RECORDS SUPPLIED =
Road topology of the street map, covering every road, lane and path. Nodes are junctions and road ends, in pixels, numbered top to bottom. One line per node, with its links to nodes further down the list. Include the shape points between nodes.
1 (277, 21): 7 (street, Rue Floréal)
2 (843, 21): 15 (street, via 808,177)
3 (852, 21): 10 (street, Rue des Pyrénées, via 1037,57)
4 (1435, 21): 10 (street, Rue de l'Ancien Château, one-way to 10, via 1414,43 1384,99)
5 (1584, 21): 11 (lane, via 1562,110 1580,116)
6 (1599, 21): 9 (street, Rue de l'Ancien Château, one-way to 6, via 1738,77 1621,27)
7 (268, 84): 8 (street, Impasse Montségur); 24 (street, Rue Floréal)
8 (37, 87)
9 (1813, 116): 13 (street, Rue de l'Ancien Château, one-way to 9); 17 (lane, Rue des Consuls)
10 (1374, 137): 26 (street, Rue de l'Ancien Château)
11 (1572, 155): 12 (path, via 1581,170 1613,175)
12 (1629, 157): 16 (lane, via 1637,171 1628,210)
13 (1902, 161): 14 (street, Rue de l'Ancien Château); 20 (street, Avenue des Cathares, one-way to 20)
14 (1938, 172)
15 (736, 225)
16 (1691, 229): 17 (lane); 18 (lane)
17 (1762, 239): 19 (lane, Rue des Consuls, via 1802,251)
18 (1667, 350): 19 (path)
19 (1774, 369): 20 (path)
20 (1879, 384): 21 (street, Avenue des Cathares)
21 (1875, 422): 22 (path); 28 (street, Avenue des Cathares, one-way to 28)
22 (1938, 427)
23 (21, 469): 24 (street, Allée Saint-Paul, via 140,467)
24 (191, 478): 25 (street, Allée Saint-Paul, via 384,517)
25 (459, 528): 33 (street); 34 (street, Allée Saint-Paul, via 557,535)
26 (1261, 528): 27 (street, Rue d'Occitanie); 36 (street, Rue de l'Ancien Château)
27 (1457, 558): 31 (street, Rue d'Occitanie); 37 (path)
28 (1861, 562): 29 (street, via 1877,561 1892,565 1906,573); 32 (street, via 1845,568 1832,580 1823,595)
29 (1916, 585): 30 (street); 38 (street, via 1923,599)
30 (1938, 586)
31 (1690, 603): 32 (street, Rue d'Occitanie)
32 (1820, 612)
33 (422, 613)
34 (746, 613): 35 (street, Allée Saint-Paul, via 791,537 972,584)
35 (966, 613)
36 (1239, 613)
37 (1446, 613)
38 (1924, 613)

TASK INSTRUCTIONS =
Transcribe the whole listing word for word.

EXERCISE RESULT =
Road topology of the street map, covering every road, lane and path. Nodes are junctions and road ends, in pixels, numbered top to bottom. One line per node, with its links to nodes further down the list. Include the shape points between nodes.
1 (277, 21): 7 (street, Rue Floréal)
2 (843, 21): 15 (street, via 808,177)
3 (852, 21): 10 (street, Rue des Pyrénées, via 1037,57)
4 (1435, 21): 10 (street, Rue de l'Ancien Château, one-way to 10, via 1414,43 1384,99)
5 (1584, 21): 11 (lane, via 1562,110 1580,116)
6 (1599, 21): 9 (street, Rue de l'Ancien Château, one-way to 6, via 1738,77 1621,27)
7 (268, 84): 8 (street, Impasse Montségur); 24 (street, Rue Floréal)
8 (37, 87)
9 (1813, 116): 13 (street, Rue de l'Ancien Château, one-way to 9); 17 (lane, Rue des Consuls)
10 (1374, 137): 26 (street, Rue de l'Ancien Château)
11 (1572, 155): 12 (path, via 1581,170 1613,175)
12 (1629, 157): 16 (lane, via 1637,171 1628,210)
13 (1902, 161): 14 (street, Rue de l'Ancien Château); 20 (street, Avenue des Cathares, one-way to 20)
14 (1938, 172)
15 (736, 225)
16 (1691, 229): 17 (lane); 18 (lane)
17 (1762, 239): 19 (lane, Rue des Consuls, via 1802,251)
18 (1667, 350): 19 (path)
19 (1774, 369): 20 (path)
20 (1879, 384): 21 (street, Avenue des Cathares)
21 (1875, 422): 22 (path); 28 (street, Avenue des Cathares, one-way to 28)
22 (1938, 427)
23 (21, 469): 24 (street, Allée Saint-Paul, via 140,467)
24 (191, 478): 25 (street, Allée Saint-Paul, via 384,517)
25 (459, 528): 33 (street); 34 (street, Allée Saint-Paul, via 557,535)
26 (1261, 528): 27 (street, Rue d'Occitanie); 36 (street, Rue de l'Ancien Château)
27 (1457, 558): 31 (street, Rue d'Occitanie); 37 (path)
28 (1861, 562): 29 (street, via 1877,561 1892,565 1906,573); 32 (street, via 1845,568 1832,580 1823,595)
29 (1916, 585): 30 (street); 38 (street, via 1923,599)
30 (1938, 586)
31 (1690, 603): 32 (street, Rue d'Occitanie)
32 (1820, 612)
33 (422, 613)
34 (746, 613): 35 (street, Allée Saint-Paul, via 791,537 972,584)
35 (966, 613)
36 (1239, 613)
37 (1446, 613)
38 (1924, 613)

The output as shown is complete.